__Work order__: If a line below contains "Weidstrasse", count it; then state how many such lines there are, and nothing else.

__Information given__:
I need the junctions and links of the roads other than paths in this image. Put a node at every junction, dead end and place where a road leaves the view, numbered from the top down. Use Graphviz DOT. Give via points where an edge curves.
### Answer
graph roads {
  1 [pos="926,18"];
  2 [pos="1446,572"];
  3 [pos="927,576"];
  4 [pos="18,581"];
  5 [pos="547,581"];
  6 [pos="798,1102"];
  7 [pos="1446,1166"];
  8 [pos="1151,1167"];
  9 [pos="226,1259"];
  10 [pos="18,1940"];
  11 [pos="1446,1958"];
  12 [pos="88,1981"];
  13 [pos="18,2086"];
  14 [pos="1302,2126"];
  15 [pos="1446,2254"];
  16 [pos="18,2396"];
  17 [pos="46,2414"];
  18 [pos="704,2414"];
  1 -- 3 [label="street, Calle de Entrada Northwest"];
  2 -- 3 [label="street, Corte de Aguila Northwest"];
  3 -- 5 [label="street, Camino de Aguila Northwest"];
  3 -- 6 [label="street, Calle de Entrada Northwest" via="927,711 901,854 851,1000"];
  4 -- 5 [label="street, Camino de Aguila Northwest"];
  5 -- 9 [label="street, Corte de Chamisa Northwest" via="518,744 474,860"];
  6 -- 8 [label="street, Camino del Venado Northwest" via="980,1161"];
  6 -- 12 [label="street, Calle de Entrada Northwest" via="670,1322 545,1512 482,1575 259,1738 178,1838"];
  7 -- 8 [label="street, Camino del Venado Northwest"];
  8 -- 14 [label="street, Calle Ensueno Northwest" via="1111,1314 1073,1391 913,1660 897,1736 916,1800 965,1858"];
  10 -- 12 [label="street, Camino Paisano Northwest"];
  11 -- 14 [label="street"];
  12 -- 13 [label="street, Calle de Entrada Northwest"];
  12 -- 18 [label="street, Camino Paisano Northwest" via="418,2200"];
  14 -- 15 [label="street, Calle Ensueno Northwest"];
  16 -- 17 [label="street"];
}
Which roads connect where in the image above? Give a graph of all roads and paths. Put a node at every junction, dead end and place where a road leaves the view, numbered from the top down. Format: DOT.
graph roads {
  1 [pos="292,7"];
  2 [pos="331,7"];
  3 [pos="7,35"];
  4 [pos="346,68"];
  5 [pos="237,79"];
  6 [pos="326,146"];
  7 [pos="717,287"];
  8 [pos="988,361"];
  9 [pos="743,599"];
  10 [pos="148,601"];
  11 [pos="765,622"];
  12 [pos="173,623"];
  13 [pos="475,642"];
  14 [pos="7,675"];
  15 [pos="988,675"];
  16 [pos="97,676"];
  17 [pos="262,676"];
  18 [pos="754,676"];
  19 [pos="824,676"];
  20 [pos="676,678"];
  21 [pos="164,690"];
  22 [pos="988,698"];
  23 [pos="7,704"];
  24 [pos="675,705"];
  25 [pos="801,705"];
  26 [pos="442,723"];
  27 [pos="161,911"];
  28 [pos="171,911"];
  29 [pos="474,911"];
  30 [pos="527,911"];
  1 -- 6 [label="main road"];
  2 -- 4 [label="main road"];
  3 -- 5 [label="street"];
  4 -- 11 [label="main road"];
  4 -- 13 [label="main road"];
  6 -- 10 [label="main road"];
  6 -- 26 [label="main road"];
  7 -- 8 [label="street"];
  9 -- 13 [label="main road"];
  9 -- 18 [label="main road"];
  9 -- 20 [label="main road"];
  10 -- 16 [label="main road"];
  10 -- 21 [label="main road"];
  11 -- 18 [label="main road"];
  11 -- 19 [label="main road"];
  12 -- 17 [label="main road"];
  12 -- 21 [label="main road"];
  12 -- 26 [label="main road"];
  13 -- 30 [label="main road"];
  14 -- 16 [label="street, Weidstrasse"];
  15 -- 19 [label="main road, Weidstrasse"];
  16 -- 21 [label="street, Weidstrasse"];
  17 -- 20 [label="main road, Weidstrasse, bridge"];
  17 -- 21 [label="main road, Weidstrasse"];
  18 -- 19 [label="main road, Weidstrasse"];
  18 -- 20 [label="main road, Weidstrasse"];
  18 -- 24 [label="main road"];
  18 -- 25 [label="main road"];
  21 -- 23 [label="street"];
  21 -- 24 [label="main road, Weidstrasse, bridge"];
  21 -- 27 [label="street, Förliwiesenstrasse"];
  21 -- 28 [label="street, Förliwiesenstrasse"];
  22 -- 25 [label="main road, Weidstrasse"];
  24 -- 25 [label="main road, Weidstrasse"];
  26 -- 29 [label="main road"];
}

__Response to the exercise__: 10